* _EXERCISE OBJECTIVE_:
Starting at the line that has "thumb tip: (251, 420)" and stopping after the line that has "ring dip: (336, 382)", reproduce the listing below exactly; omit everything else.

-.-.-

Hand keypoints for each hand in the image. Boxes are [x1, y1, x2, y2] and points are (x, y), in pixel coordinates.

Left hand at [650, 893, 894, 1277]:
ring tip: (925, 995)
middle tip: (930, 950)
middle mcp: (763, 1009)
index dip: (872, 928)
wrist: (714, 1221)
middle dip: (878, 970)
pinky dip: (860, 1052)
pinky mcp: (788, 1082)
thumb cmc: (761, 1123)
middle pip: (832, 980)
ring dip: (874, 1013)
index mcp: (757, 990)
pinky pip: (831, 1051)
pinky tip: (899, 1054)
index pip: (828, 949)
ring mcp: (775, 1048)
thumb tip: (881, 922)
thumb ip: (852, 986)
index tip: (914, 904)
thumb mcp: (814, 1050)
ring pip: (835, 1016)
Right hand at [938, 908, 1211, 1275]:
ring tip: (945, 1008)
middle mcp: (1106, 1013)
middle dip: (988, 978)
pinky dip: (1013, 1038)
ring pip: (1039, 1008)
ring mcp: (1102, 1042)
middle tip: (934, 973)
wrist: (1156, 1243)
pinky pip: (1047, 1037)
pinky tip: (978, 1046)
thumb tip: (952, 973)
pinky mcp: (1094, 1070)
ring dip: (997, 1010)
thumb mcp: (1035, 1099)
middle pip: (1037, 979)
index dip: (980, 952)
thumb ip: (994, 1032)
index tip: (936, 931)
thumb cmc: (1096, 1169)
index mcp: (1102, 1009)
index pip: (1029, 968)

-.-.-

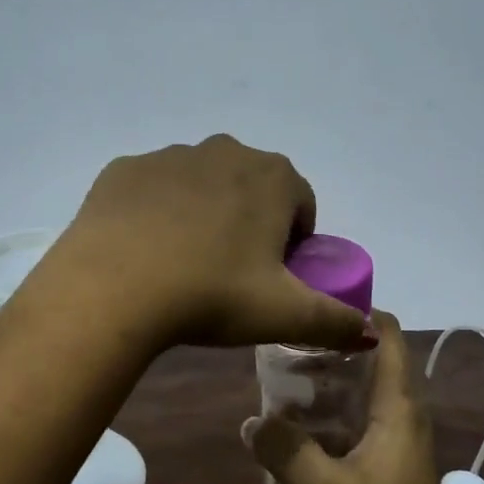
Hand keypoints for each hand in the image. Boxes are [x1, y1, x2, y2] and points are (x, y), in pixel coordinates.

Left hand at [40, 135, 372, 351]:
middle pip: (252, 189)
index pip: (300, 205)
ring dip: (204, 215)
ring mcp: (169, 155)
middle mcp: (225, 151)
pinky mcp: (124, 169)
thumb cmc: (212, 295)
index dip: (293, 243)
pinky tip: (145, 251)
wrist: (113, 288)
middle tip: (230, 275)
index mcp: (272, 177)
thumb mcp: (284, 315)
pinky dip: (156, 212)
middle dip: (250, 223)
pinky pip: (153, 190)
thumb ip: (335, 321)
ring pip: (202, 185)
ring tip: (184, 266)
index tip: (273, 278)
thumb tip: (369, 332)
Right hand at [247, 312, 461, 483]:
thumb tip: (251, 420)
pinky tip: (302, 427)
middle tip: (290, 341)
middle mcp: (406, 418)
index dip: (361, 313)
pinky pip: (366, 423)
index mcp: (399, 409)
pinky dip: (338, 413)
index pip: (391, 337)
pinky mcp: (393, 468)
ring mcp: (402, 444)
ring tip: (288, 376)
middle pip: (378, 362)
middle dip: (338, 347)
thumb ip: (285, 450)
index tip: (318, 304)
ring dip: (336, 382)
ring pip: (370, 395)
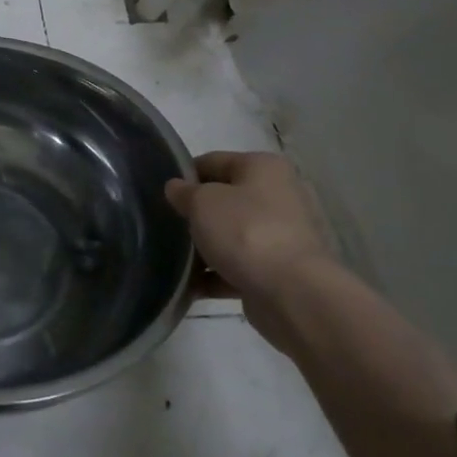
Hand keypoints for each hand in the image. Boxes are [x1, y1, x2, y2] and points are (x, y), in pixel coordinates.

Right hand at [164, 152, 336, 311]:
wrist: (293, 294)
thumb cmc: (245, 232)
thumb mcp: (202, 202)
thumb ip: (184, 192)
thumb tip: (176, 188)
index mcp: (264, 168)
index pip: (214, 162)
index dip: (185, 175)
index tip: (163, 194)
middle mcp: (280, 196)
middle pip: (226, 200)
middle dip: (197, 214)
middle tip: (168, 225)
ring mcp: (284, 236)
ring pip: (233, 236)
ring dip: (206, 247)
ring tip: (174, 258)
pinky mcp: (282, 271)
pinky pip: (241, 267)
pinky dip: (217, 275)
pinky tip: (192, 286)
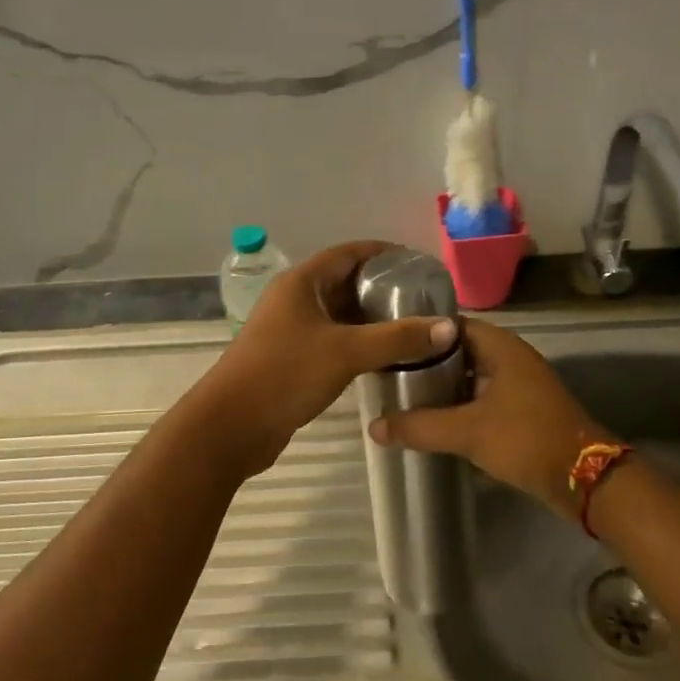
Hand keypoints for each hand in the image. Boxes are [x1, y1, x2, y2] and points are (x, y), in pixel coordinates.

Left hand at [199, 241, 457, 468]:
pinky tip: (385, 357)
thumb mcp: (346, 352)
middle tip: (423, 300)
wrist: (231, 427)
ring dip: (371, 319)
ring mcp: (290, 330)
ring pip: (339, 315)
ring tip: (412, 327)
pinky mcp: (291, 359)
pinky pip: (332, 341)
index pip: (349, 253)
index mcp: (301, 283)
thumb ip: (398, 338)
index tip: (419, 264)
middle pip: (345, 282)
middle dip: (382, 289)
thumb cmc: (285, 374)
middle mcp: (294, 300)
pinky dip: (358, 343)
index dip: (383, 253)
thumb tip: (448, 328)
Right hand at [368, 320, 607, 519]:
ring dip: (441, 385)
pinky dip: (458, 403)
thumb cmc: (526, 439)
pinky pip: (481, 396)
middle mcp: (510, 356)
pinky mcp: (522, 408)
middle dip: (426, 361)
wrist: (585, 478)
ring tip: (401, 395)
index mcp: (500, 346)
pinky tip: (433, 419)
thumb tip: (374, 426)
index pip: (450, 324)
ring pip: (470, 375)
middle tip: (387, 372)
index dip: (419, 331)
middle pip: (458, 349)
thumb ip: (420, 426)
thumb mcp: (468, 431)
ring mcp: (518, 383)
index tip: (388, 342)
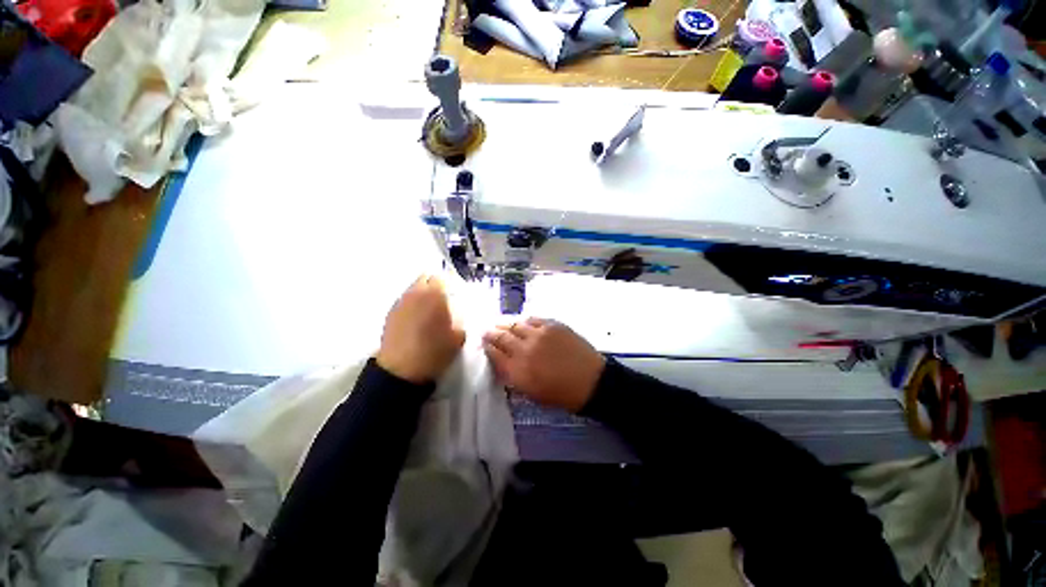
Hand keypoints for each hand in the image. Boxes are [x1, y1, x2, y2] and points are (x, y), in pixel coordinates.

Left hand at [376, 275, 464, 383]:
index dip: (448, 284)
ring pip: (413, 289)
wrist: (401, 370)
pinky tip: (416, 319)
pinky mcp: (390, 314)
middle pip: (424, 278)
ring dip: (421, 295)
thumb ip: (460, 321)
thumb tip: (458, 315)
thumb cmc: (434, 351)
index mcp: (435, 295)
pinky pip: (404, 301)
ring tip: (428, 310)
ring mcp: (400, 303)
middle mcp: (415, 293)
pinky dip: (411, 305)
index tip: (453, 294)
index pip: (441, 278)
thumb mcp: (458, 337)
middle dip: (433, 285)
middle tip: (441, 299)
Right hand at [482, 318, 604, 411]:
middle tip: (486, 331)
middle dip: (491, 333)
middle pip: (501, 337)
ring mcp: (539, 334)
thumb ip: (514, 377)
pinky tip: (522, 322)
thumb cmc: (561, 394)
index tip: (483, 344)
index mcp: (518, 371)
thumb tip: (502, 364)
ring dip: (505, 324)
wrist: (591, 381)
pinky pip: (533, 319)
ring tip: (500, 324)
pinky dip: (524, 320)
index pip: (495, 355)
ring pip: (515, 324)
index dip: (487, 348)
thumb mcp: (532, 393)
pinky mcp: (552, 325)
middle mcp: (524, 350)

-.-.-

* _ANSWER TO THIS EXERCISE_:
thumb tip: (251, 420)
pinky tip: (302, 427)
middle tip: (290, 341)
middle mcp: (406, 418)
index dip: (361, 313)
pinky pip: (366, 423)
index mcp: (399, 409)
pinky dip: (338, 413)
index pip: (391, 337)
pinky mcp: (393, 468)
ring mcp: (402, 444)
ring tip: (288, 376)
middle pip: (378, 362)
middle dip: (338, 347)
thumb ip: (285, 450)
index tip: (318, 304)
ring dip: (336, 382)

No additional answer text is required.